It’s Not a Constitutional Crisis
It’s easy right now to let our worries and anxieties about events in Washington consume us. A quick listen to the talking heads or a glance at some of the opinion pages would lead you to believe that we’re in the midst of a full-blown constitutional crisis. It’s a thought that I’ve considered on more than one occasion in recent months, largely stemming from the proliferation of congressional investigations into the conduct of the president and the president’s efforts to actively resist those investigations. But cries of crisis are, as of this writing, premature.
We’re witnessing a test of wills and power between the legislative and executive branches of government. The leadership in the House of Representatives has opened (or breathed new life into) investigations of Russia’s attack on American democracy in 2016; the lending practices of Deutsche Bank—one of the major financial partners of the Trump Organization; the issuance of security clearances in the White House; the president’s personal finances; and, of course the Mueller report, among many others.
In each of these cases, the president, his company, and/or his administration are resisting Congressional authority:
- Deutsch Bank: earlier this week, the Trump Organization filed suit against Deutsch Bank and CapitalOne to block them from complying with Congressional subpoenas that may reveal financial details about the president and his business.
- Security Clearances: while Carl Kline, the former head of the White House Presidential Personnel Office, testified behind closed doors on Wednesday about the security clearance practices of the Trump White House, the administration has thus far refused to comply with a request for documents in the matter.
- Personal Finances: the House Ways and Means Committee requested 6 years of the president’s tax returns. The Treasury Department has so far failed to meet two deadlines to turn the documents over to Congress.
- The Mueller Report: while Attorney General William Barr testified to the Senate Judiciary Committee on Wednesday about the Mueller report, he is refusing to testify to the House Judiciary Committee and the Justice Department is refusing to turn over the full, un-redacted Mueller report and its underlying evidence. Furthermore, the White House has indicated it will resist any effort by Congress to interview former White House Counsel Don McGhan whose testimony to Special Counsel Robert Mueller is among the most incriminating parts of the Mueller report.
A week ago, President Trump proclaimed his administration would resist all of Congress’ investigations—ignoring the long-standing interpretation of Article I, Section 8 of the U.S. Constitution, and a 1938 ruling by the U.S. Supreme Court that said “A legislative inquiry may be as broad, as searching and as exhaustive as is necessary to make effective the constitutional powers of Congress.” This is why people are nervous about the endurance of our system of checks and balances. It’s why commentators are talking about the rule of law. It feels under assault. The fact that the president who campaigned in the language of a would-be king (“I alone,”) is defending executive prerogative seems unsettling.

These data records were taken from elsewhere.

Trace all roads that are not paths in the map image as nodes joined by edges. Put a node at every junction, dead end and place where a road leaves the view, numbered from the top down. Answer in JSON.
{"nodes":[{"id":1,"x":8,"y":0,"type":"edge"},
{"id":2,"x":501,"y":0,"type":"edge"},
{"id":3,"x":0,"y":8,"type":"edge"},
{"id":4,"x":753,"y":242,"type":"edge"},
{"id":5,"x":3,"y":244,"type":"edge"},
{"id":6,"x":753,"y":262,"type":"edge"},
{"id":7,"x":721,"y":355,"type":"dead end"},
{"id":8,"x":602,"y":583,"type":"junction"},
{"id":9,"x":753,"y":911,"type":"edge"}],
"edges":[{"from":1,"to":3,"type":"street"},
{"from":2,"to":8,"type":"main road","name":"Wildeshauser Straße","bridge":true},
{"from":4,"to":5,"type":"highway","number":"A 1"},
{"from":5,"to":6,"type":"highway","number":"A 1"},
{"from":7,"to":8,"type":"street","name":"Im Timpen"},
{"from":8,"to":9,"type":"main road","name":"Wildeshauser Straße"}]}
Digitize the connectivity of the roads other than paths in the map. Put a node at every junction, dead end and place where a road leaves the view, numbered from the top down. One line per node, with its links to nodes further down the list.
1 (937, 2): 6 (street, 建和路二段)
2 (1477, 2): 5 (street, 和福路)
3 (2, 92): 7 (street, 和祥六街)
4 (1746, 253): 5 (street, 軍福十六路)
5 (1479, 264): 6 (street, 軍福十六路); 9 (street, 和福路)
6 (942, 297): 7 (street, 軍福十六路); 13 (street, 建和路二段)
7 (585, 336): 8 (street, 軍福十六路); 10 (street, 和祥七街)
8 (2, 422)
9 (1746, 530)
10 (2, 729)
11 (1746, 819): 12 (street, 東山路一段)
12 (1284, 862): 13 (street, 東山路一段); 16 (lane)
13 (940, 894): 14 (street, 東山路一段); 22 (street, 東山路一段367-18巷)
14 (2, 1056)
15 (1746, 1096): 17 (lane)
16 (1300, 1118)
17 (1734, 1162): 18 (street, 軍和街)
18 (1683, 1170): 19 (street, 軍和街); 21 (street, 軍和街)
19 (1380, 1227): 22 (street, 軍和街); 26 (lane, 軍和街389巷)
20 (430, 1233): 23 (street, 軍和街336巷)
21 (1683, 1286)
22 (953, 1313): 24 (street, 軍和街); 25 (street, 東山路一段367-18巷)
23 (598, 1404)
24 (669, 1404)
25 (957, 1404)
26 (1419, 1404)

But we have to acknowledge that Donald Trump is not the first president to resist Congressional investigations. As Michael McConnel noted in a thoughtful op-ed in The Washington Post, the Obama administration fought Congressional investigators in the “Operation Fast and Furious” case involving then-Attorney General Eric Holder. President George W. Bush refused to cooperate with a Congressional investigation of his decision to fire nine U.S. attorneys in 2006. Even President George Washington refused to share documents from his administration relating to the rout of Army forces by a force of Native Americans in present-day Ohio in 1791. In most cases, Congress seeks information and the executive branch resists and after some negotiation and accommodation, both branches of government are able to fulfill their constitutional duties.
This is the essential nature of divided government as enshrined in our Constitution, defended in Federalist #51, and celebrated for more than 2 centuries. The branches of the federal government—the legislature, the executive, and the judiciary are co-equal branches of government.
In Federalist #51, Madison explains that the three branches of government were constructed by the founders to rival each other for power. “Ambition,” Madison wrote, “must be made to counteract ambition.” The Founders were worried, principally, about the accumulation of power in any one branch of government such that conditions favorable to tyranny might arise. Their solution, divide the powers of republican government between the states and the federal government; then divide the power of the federal government between legislative, executive, and judicial functions into three co-equal branches of government. This is the three-legged stool we learned about in grade-school.
I am ever-mindful of the admonition that “eternal vigilance is the price of liberty,” and we, as citizens, have to be awake, and aware, and engaged. Congress has to conduct oversight. But executive branch resistance to that oversight isn’t new. And so I find myself, today, taking some comfort in the idea that our system is working—as unsatisfying as that may be for some. Yes, the system created by the founders is being tested, it’s being strained, but it is still working—as designed—230 years after it was created.